- Task brief
Scan the data. Collect each line that contains the word "Fairview".

- Provided data
──────────

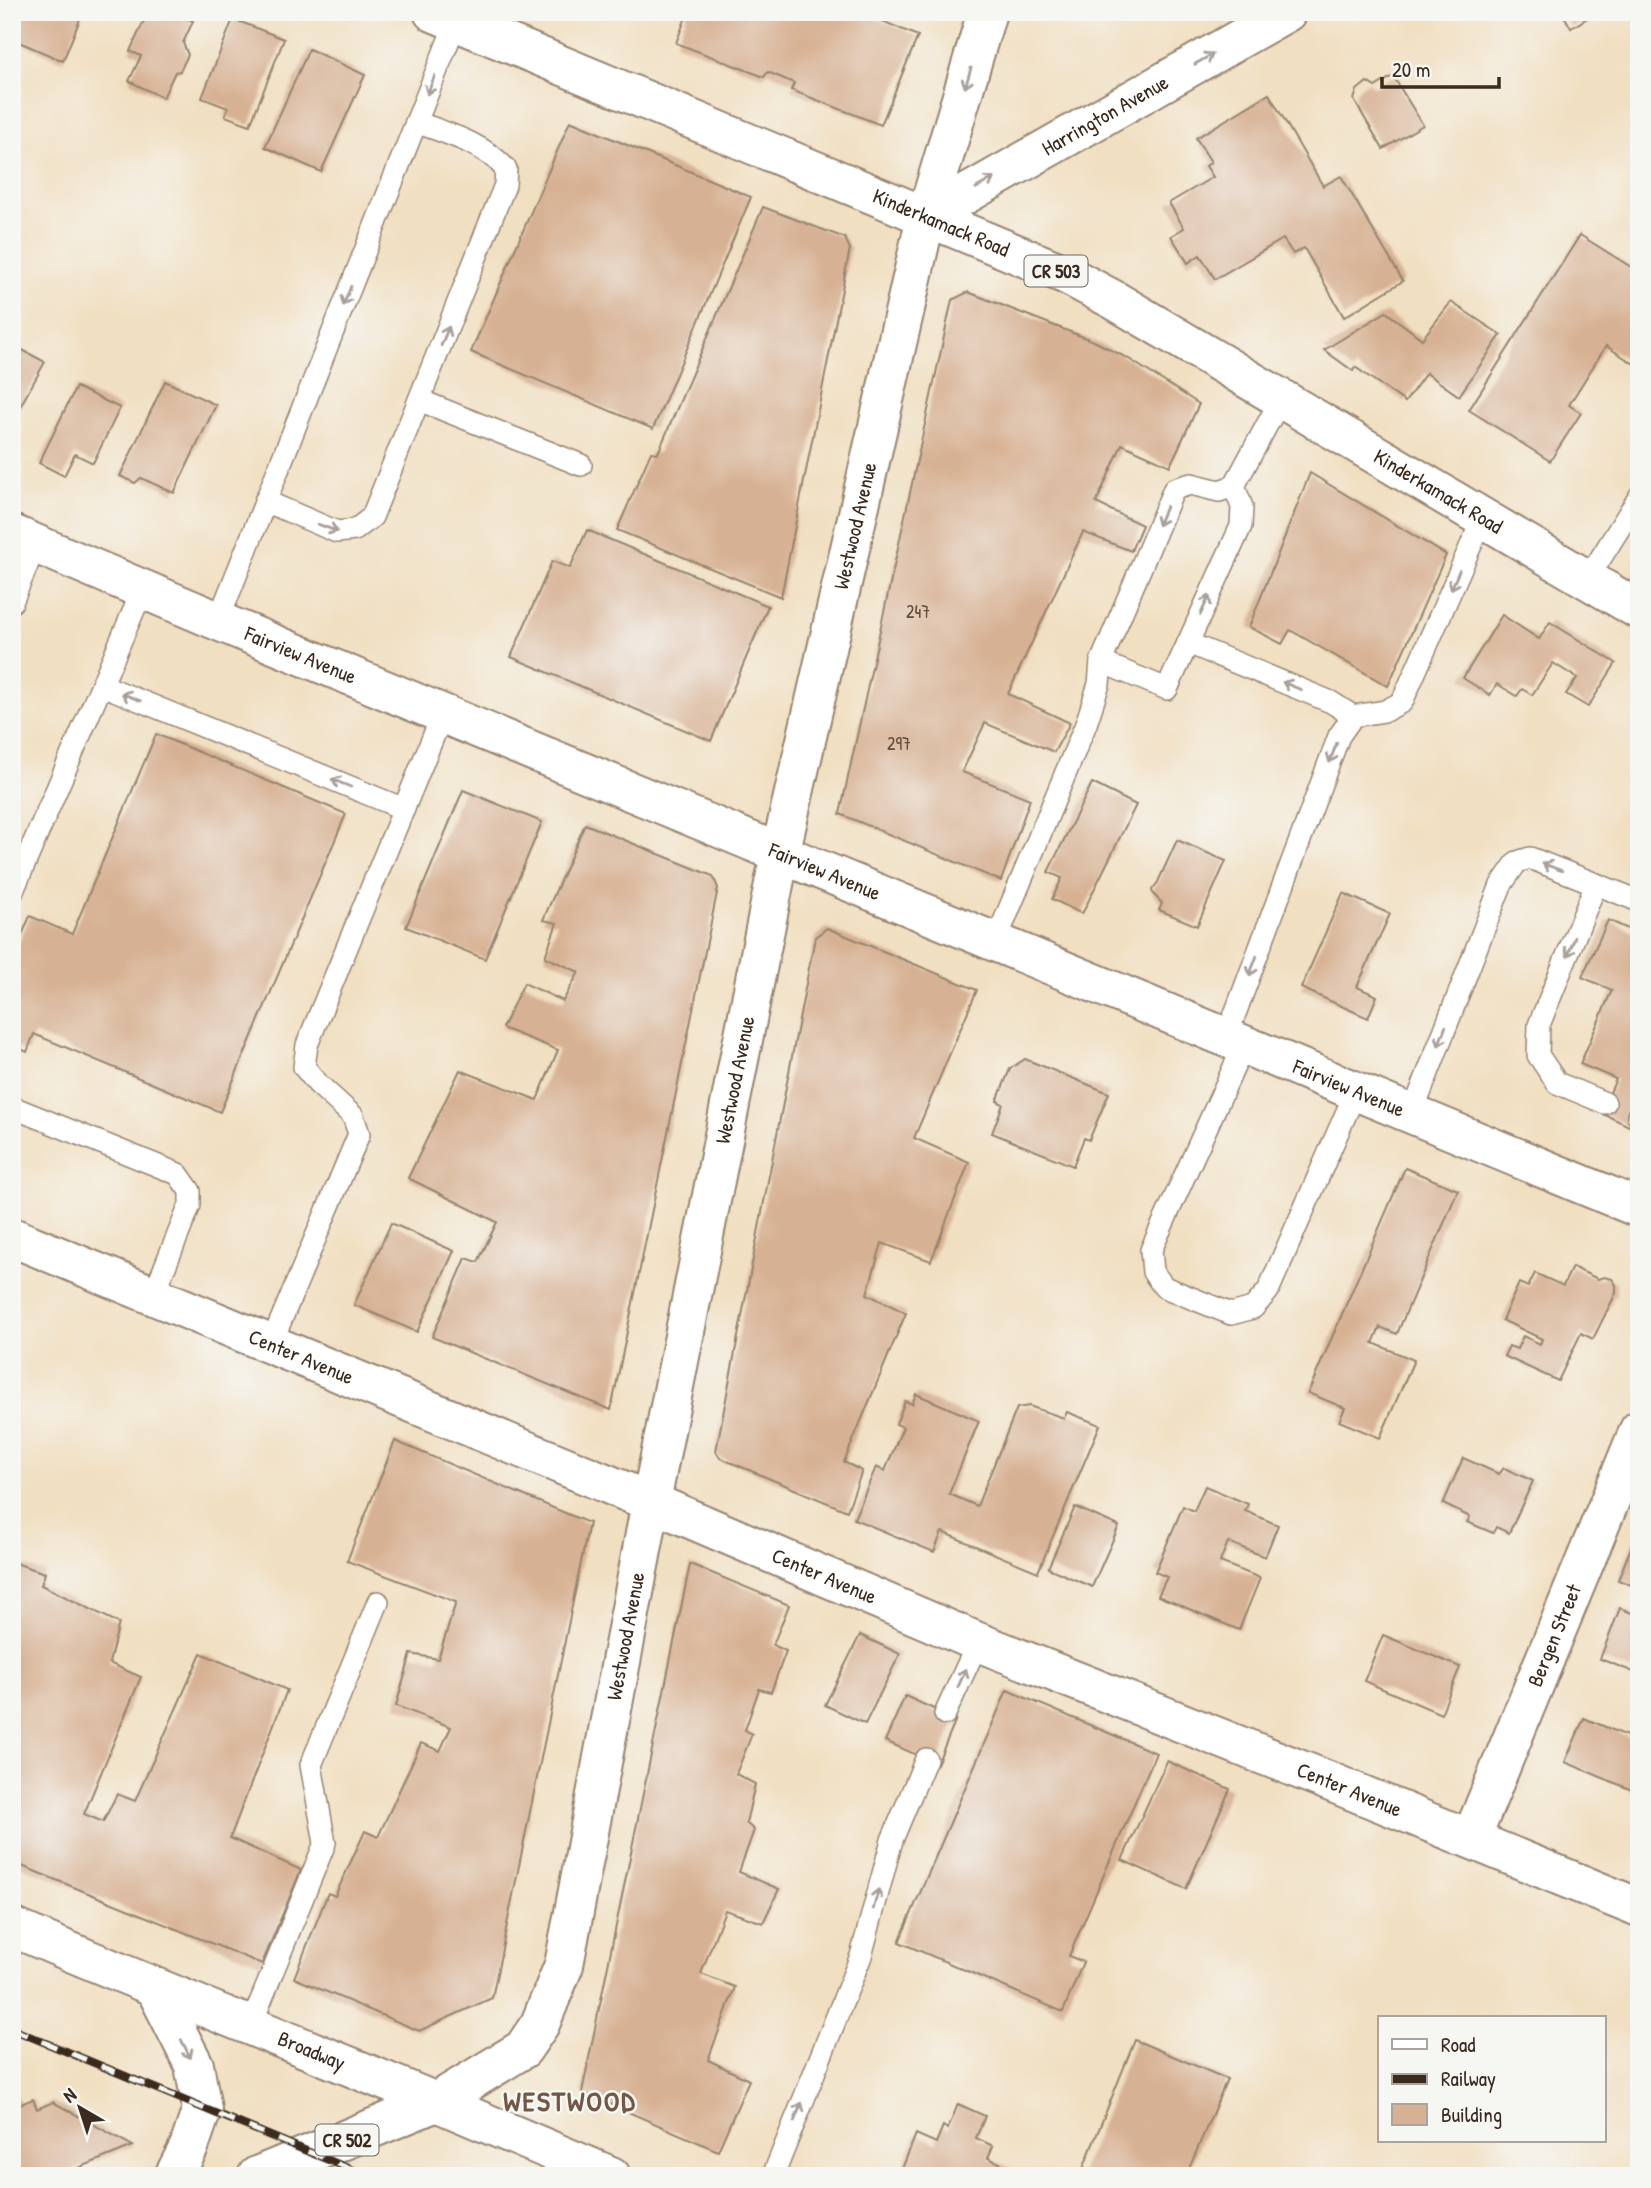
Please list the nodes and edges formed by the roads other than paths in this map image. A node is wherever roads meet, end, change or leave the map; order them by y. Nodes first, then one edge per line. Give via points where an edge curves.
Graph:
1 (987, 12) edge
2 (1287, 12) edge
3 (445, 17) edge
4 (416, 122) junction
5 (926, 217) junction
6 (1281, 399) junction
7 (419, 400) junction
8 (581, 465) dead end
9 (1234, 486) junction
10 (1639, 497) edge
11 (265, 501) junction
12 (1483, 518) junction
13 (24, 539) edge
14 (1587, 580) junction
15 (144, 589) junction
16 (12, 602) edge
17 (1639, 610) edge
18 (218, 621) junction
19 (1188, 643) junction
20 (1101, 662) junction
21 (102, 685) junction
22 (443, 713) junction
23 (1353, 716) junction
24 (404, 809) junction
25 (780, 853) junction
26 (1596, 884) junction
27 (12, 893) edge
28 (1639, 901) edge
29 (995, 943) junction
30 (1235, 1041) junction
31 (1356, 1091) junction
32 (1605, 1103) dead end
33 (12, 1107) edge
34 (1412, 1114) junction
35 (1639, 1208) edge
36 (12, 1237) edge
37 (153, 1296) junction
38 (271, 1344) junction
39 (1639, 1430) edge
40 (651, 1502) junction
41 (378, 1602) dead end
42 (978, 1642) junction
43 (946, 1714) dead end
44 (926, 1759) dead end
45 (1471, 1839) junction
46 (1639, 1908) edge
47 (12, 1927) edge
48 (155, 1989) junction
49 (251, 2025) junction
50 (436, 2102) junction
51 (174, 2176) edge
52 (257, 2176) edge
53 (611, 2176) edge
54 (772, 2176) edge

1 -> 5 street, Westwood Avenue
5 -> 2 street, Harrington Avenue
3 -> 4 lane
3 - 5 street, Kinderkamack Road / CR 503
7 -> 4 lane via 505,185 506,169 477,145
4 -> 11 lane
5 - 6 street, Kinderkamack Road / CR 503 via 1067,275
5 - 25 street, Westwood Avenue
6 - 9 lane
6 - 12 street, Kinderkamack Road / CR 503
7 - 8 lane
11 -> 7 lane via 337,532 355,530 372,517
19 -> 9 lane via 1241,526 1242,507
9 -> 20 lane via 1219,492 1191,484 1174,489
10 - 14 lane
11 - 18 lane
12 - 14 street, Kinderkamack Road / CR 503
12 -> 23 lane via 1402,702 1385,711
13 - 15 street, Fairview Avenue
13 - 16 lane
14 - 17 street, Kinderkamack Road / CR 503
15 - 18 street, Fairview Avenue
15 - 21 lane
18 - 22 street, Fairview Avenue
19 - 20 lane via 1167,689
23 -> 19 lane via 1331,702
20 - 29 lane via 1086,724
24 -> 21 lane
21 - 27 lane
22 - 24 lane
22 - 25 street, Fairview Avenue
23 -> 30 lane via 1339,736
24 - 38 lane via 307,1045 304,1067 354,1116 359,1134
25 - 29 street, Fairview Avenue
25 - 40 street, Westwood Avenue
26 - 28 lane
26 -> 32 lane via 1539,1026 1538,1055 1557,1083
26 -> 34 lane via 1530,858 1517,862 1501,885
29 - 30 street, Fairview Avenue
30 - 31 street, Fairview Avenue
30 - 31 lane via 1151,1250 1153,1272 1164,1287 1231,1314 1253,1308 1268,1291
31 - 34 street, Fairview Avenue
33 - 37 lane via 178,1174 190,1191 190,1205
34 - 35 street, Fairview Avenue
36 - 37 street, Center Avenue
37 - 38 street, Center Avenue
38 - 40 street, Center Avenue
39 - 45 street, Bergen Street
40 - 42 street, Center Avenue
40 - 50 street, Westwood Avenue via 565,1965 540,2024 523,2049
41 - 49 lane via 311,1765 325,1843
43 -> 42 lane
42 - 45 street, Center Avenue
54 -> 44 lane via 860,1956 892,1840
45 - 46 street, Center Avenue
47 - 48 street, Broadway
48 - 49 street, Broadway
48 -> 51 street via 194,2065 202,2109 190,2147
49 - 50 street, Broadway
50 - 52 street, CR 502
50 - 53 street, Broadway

──────────

- Exercise solution
13 - 15 street, Fairview Avenue
15 - 18 street, Fairview Avenue
18 - 22 street, Fairview Avenue
22 - 25 street, Fairview Avenue
25 - 29 street, Fairview Avenue
29 - 30 street, Fairview Avenue
30 - 31 street, Fairview Avenue
31 - 34 street, Fairview Avenue
34 - 35 street, Fairview Avenue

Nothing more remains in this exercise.